BOOZ ENDORMI de Victor Hugo

Booz s'était couché de fatigue accablé;
Il avait tout le jour travaillé dans son aire;
Puis avait fait son lit à sa place ordinaire;
Booz dormait auprès des boisseaux pleins de blé.
Ce vieillard possédait des champs de blé et d'orge;
Il était, quoique riche, à la justice enclin;
Il n'avait pas de fange en l'eau de son moulin;
Il n'avait pas d'enfer dans le feu de sa forge.
Sa barbe était d'argent comme un ruisseau d'avril.
Sa gerbe n'était point avare ni haineuse;
Quand il voyait passer quelque pauvre glaneuse:
-Laissez tomber exprès des épis,- disait-il.
Cet homme marchait pur loin des sentiers obliques,
Vêtu de probité candide et de lin blanc;
Et, toujours du côté des pauvres ruisselant,
Ses sacs de grain semblaient des fontaines publiques.
Booz était bon maître et fidèle parent;
Il était généreux, quoiqu'il fût économe;
Les femmes regardaient Booz plus qu'un jeune homme,
Car le jeune homme est beau, mais le vieillard est grand.
Le vieillard qui revient vers la source première,
Entre aux jours éternels et sort des jours changeants;
Et l'on voit de la flamme aux yeux des jeunes gens,
Mais dans l'oeil du vieillard on voit de la lumière.
Donc, Booz dans la nuit dormait parmi les siens.
Près des meules, qu'on eût prises pour des décombres,
Les moissonneurs couchés faisaient des groupes sombres;
Et ceci se passait dans des temps très-anciens.
Les tribus d'Israël avaient pour chef un juge;
La terre, où l'homme errait sous la tente, inquiet
Des empreintes de pieds de géants qu'il voyait,
Était encor mouillée et molle du déluge.
*
Comme dormait Jacob, comme dormait Judith,
Booz, les yeux fermés, gisait sous la feuillée;
Or, la porte du ciel s'étant entre-bâillée
Au-dessus de sa tête, un songe en descendit.
Et ce songe était tel, que Booz vit un chêne
Qui, sorti de son ventre, allait jusqu'au ciel bleu;
Une race y montait comme une longue chaîne;
Un roi chantait en bas, en haut mourait un Dieu.
Et Booz murmurait avec la voix de l'âme:
-Comment ce pourrait-il que de moi ceci vînt?
Le chiffre de mes ans a passé quatre-vingt,
Et je n'ai pas de fils, et je n'ai plus de femme.
-Voilà longtemps que celle avec qui j'ai dormi,
O Seigneur! a quitté ma couche pour la vôtre;
Et nous sommes encor tout mêlés l'un à l'autre,
Elle à demi vivante et moi mort à demi.
-Une race naîtrait de moi!
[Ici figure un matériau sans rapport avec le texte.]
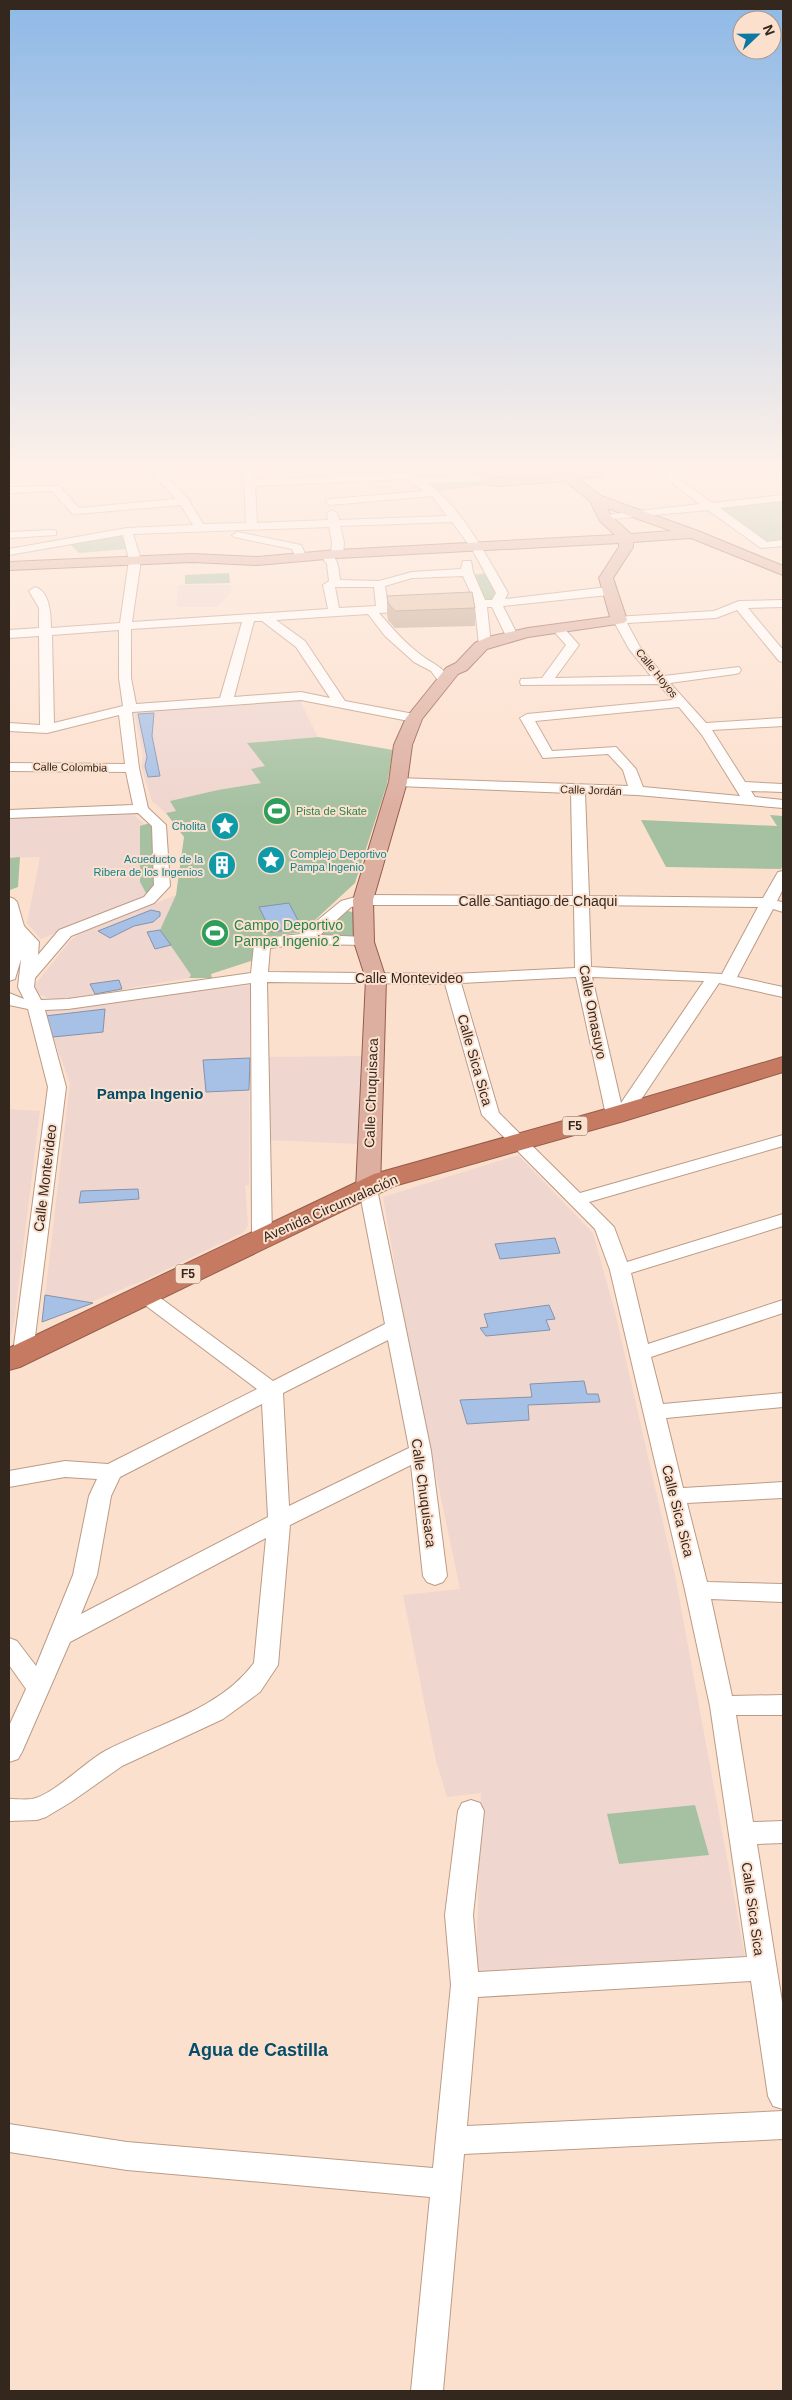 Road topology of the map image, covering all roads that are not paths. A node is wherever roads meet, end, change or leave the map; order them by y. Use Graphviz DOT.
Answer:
graph roads {
  1 [pos="131,585"];
  2 [pos="330,585"];
  3 [pos="379,585"];
  4 [pos="473,585"];
  5 [pos="498,585"];
  6 [pos="607,585"];
  7 [pos="35,591"];
  8 [pos="608,591"];
  9 [pos="496,603"];
  10 [pos="783,603"];
  11 [pos="481,604"];
  12 [pos="739,605"];
  13 [pos="377,609"];
  14 [pos="334,611"];
  15 [pos="263,616"];
  16 [pos="249,618"];
  17 [pos="619,620"];
  18 [pos="125,627"];
  19 [pos="558,629"];
  20 [pos="45,630"];
  21 [pos="9,634"];
  22 [pos="512,636"];
  23 [pos="485,645"];
  24 [pos="783,658"];
  25 [pos="735,670"];
  26 [pos="440,674"];
  27 [pos="661,680"];
  28 [pos="526,682"];
  29 [pos="545,682"];
  30 [pos="338,698"];
  31 [pos="226,702"];
  32 [pos="682,704"];
  33 [pos="128,709"];
  34 [pos="414,718"];
  35 [pos="783,722"];
  36 [pos="9,727"];
  37 [pos="702,727"];
  38 [pos="47,729"];
  39 [pos="9,767"];
  40 [pos="132,768"];
  41 [pos="398,782"];
  42 [pos="741,786"];
  43 [pos="783,788"];
  44 [pos="578,789"];
  45 [pos="637,792"];
  46 [pos="750,801"];
  47 [pos="783,804"];
  48 [pos="141,809"];
  49 [pos="9,814"];
  50 [pos="783,875"];
  51 [pos="363,900"];
  52 [pos="9,902"];
  53 [pos="580,902"];
  54 [pos="767,904"];
  55 [pos="783,907"];
  56 [pos="17,927"];
  57 [pos="305,939"];
  58 [pos="364,942"];
  59 [pos="583,972"];
  60 [pos="9,976"];
  61 [pos="27,977"];
  62 [pos="259,977"];
  63 [pos="721,978"];
  64 [pos="376,979"];
  65 [pos="452,979"];
  66 [pos="783,992"];
  67 [pos="9,998"];
  68 [pos="35,1005"];
  69 [pos="783,1064"];
  70 [pos="620,1113"];
  71 [pos="783,1140"];
  72 [pos="518,1142"];
  73 [pos="368,1189"];
  74 [pos="578,1199"];
  75 [pos="783,1220"];
  76 [pos="262,1238"];
  77 [pos="620,1270"];
  78 [pos="144,1295"];
  79 [pos="783,1306"];
  80 [pos="764,1313"];
  81 [pos="783,1318"];
  82 [pos="394,1328"];
  83 [pos="639,1354"];
  84 [pos="16,1356"];
  85 [pos="272,1390"];
  86 [pos="783,1400"];
  87 [pos="653,1412"];
  88 [pos="420,1451"];
  89 [pos="111,1472"];
  90 [pos="9,1479"];
  91 [pos="783,1490"];
  92 [pos="674,1496"];
  93 [pos="279,1521"];
  94 [pos="435,1576"];
  95 [pos="697,1590"];
  96 [pos="783,1593"];
  97 [pos="60,1636"];
  98 [pos="9,1647"];
  99 [pos="39,1688"];
  100 [pos="783,1705"];
  101 [pos="722,1706"];
  102 [pos="9,1752"];
  103 [pos="9,1810"];
  104 [pos="471,1811"];
  105 [pos="783,1832"];
  106 [pos="742,1833"];
  107 [pos="761,1968"];
  108 [pos="465,1985"];
  109 [pos="783,2096"];
  110 [pos="783,2125"];
  111 [pos="9,2138"];
  112 [pos="450,2141"];
  113 [pos="446,2184"];
  114 [pos="427,2391"];
  1 -- 18 [label="street"];
  2 -- 14 [label="street"];
  3 -- 13 [label="street"];
  4 -- 11 [label="street"];
  5 -- 9 [label="street"];
  6 -- 8 [label="main road"];
  7 -- 20 [label="street"];
  8 -- 9 [label="street"];
  8 -- 17 [label="main road, Calle Hoyos"];
  9 -- 11 [label="street"];
  9 -- 22 [label="street"];
  10 -- 12 [label="street"];
  11 -- 13 [label="street"];
  11 -- 23 [label="street"];
  12 -- 17 [label="street"];
  12 -- 24 [label="street"];
  13 -- 14 [label="street"];
  13 -- 26 [label="street"];
  14 -- 15 [label="street"];
  15 -- 16 [label="street"];
  15 -- 30 [label="street"];
  16 -- 18 [label="street"];
  16 -- 31 [label="street"];
  17 -- 19 [label="main road, Calle Chuquisaca"];
  17 -- 27 [label="street, Calle Hoyos"];
  18 -- 20 [label="street"];
  18 -- 33 [label="street"];
  19 -- 22 [label="main road, Calle Chuquisaca"];
  19 -- 29 [label="street"];
  20 -- 21 [label="street"];
  20 -- 38 [label="street"];
  22 -- 23 [label="main road, Calle Chuquisaca"];
  23 -- 26 [label="main road, Calle Chuquisaca"];
  25 -- 27 [label="street"];
  26 -- 34 [label="main road, Calle Chuquisaca"];
  27 -- 29 [label="street"];
  27 -- 32 [label="street, Calle Hoyos"];
  28 -- 29 [label="street"];
  30 -- 31 [label="street"];
  30 -- 34 [label="street"];
  31 -- 33 [label="street"];
  32 -- 37 [label="street, Calle Hoyos"];
  32 -- 45 [label="street"];
  33 -- 38 [label="street"];
  33 -- 40 [label="street"];
  34 -- 41 [label="main road, Calle Chuquisaca"];
  35 -- 37 [label="street"];
  36 -- 38 [label="street"];
  37 -- 42 [label="street, Calle Hoyos"];
  39 -- 40 [label="street, Calle Colombia"];
  40 -- 48 [label="street"];
  41 -- 44 [label="street, Calle Jordán"];
  41 -- 51 [label="main road, Calle Chuquisaca"];
  42 -- 43 [label="street"];
  42 -- 46 [label="street, Calle Hoyos"];
  44 -- 45 [label="street, Calle Jordán"];
  44 -- 53 [label="street, Calle Omasuyo"];
  45 -- 46 [label="street, Calle Jordán"];
  46 -- 47 [label="street, Calle Jordán"];
  48 -- 49 [label="street"];
  48 -- 61 [label="street"];
  50 -- 54 [label="street"];
  51 -- 53 [label="street, Calle Santiago de Chaqui"];
  51 -- 57 [label="street, Calle Santiago de Chaqui"];
  51 -- 58 [label="main road, Calle Chuquisaca"];
  52 -- 56 [label="street, Calle Montevideo"];
  53 -- 54 [label="street, Calle Santiago de Chaqui"];
  53 -- 59 [label="street, Calle Omasuyo"];
  54 -- 55 [label="street, Calle Santiago de Chaqui"];
  54 -- 63 [label="street"];
  56 -- 60 [label="street"];
  56 -- 61 [label="street, Calle Montevideo"];
  57 -- 58 [label="street"];
  57 -- 62 [label="street"];
  58 -- 64 [label="main road, Calle Chuquisaca"];
  59 -- 63 [label="street, Calle Montevideo"];
  59 -- 65 [label="street, Calle Montevideo"];
  59 -- 70 [label="street, Calle Omasuyo"];
  61 -- 68 [label="street, Calle Montevideo"];
  62 -- 64 [label="street, Calle Montevideo"];
  62 -- 68 [label="street, Calle Montevideo"];
  62 -- 76 [label="street"];
  63 -- 66 [label="street, Calle Montevideo"];
  63 -- 70 [label="street"];
  64 -- 65 [label="street, Calle Montevideo"];
  64 -- 73 [label="main road, Calle Chuquisaca"];
  65 -- 72 [label="street, Calle Sica Sica"];
  67 -- 68 [label="street"];
  68 -- 84 [label="street, Calle Montevideo"];
  69 -- 70 [label="highway, Avenida Circunvalación / F5"];
  70 -- 72 [label="highway, Avenida Circunvalación / F5"];
  71 -- 74 [label="street"];
  72 -- 73 [label="highway, Avenida Circunvalación / F5"];
  72 -- 74 [label="street, Calle Sica Sica"];
  73 -- 76 [label="highway, Avenida Circunvalación / F5"];
  73 -- 82 [label="street, Calle Chuquisaca"];
  74 -- 77 [label="street, Calle Sica Sica"];
  75 -- 77 [label="street"];
  76 -- 78 [label="highway, Avenida Circunvalación / F5"];
  77 -- 83 [label="street, Calle Sica Sica"];
  78 -- 84 [label="highway, Avenida Circunvalación / F5"];
  78 -- 85 [label="street"];
  79 -- 80 [label="street"];
  80 -- 81 [label="street"];
  80 -- 83 [label="street"];
  82 -- 85 [label="street"];
  82 -- 88 [label="street, Calle Chuquisaca"];
  83 -- 87 [label="street, Calle Sica Sica"];
  85 -- 89 [label="street"];
  85 -- 93 [label="street"];
  86 -- 87 [label="street"];
  87 -- 92 [label="street, Calle Sica Sica"];
  88 -- 93 [label="street"];
  88 -- 94 [label="street, Calle Chuquisaca"];
  89 -- 90 [label="street"];
  89 -- 97 [label="street"];
  91 -- 92 [label="street"];
  92 -- 95 [label="street, Calle Sica Sica"];
  93 -- 97 [label="street"];
  93 -- 103 [label="street"];
  95 -- 96 [label="street"];
  95 -- 101 [label="street, Calle Sica Sica"];
  97 -- 99 [label="street"];
  98 -- 99 [label="street"];
  99 -- 102 [label="street"];
  100 -- 101 [label="street"];
  101 -- 106 [label="street, Calle Sica Sica"];
  104 -- 108 [label="street"];
  105 -- 106 [label="street"];
  106 -- 107 [label="street, Calle Sica Sica"];
  107 -- 108 [label="street"];
  107 -- 109 [label="street, Calle Sica Sica"];
  108 -- 112 [label="street"];
  110 -- 112 [label="street"];
  111 -- 113 [label="street"];
  112 -- 113 [label="street"];
  113 -- 114 [label="street"];
}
Comment le croire?
Comment se pourrait-il que j'eusse des enfants?
Quand on est jeune, on a des matins triomphants;
Le jour sort de la nuit comme une victoire;
-Mais, vieux, on tremble ainsi qu'à l'hiver le bouleau;
Je suis veuf, je suis seul, et sur moi le soir tombe,
Et je courbe, ô mon Dieu! mon âme vers la tombe,
Comme un boeuf ayant soif penche son front vers l'eau.-
Ainsi parlait Booz dans le rêve et l'extase,
Tournant vers Dieu ses yeux par le sommeil noyés;
Le cèdre ne sent pas une rose à sa base,
Et lui ne sentait pas une femme à ses pieds.
*
Pendant qu'il sommeillait, Ruth, une moabite,
S'était couchée aux pieds de Booz, le sein nu,
Espérant on ne sait quel rayon inconnu,
Quand viendrait du réveil la lumière subite.
Booz ne savait point qu'une femme était là,
Et Ruth ne savait point ce que Dieu voulait d'elle.
Un frais parfum sortait des touffes d'asphodèle;
Les souffles de la nuit flottaient sur Galgala.
L'ombre était nuptiale, auguste et solennelle;
Les anges y volaient sans doute obscurément,
Car on voyait passer dans la nuit, par moment,
Quelque chose de bleu qui paraissait une aile.
La respiration de Booz, qui dormait,
Se mêlait au bruit sourd des ruisseaux sur la mousse.
On était dans le mois où la nature est douce,
Les collines ayant des lis sur leur sommet.
Ruth songeait et Booz dormait; l'herbe était noire;
Les grelots des troupeaux palpitaient vaguement;
Une immense bonté tombait du firmament;
C'était l'heure tranquille où les lions vont boire.
Tout reposait dans Ur et dans Jéridameth;
Les astres émaillaient le ciel profond et sombre;
Le croissant fin et clair parmi ces fleurs de l'ombre
Brillait à l'occident, et Ruth se demandait,
Immobile, ouvrant l'oeil à moitié sous ses voiles,
Quel Dieu, quel moissonneur de l'éternel été,
Avait, en s'en allant, négligemment jeté
Cette faucille d'or dans le champs des étoiles.
LA LÉGENDE DES SIÈCLES

BOOZ DORMIDO por Víctor Hugo

Booz se había acostado, rendido de fatiga; todo el día había trabajado sus tierras y luego preparado su lecho en el lugar de siempre; Booz dormía junto a los celemines llenos de trigo. Ese anciano poseía campos de trigo y de cebada; y, aunque rico, era justo; no había lodo en el agua de su molino; ni infierno en el fuego de su fragua. Su barba era plateada como arroyo de abril. Su gavilla no era avara ni tenía odio; cuando veía pasar alguna pobre espigadora: "Dejar caer a propósito espigas" -decía. Caminaba puro ese hombre, lejos de los senderos desviados, vestido de candida probidad y lino blanco; y, siempre sus sacos de grano, como fuentes públicas, del lado de los pobres se derramaban. Booz era buen amo y fiel pariente; aunque ahorrador, era generoso; las mujeres le miraban más que a un joven, pues el joven es hermoso, pero el anciano es grande. El anciano que vuelve hacia la fuente primera, entra en los días eternos y sale de los días cambiantes; se ve llama en los ojos de los jóvenes, pero en el ojo del anciano se ve luz.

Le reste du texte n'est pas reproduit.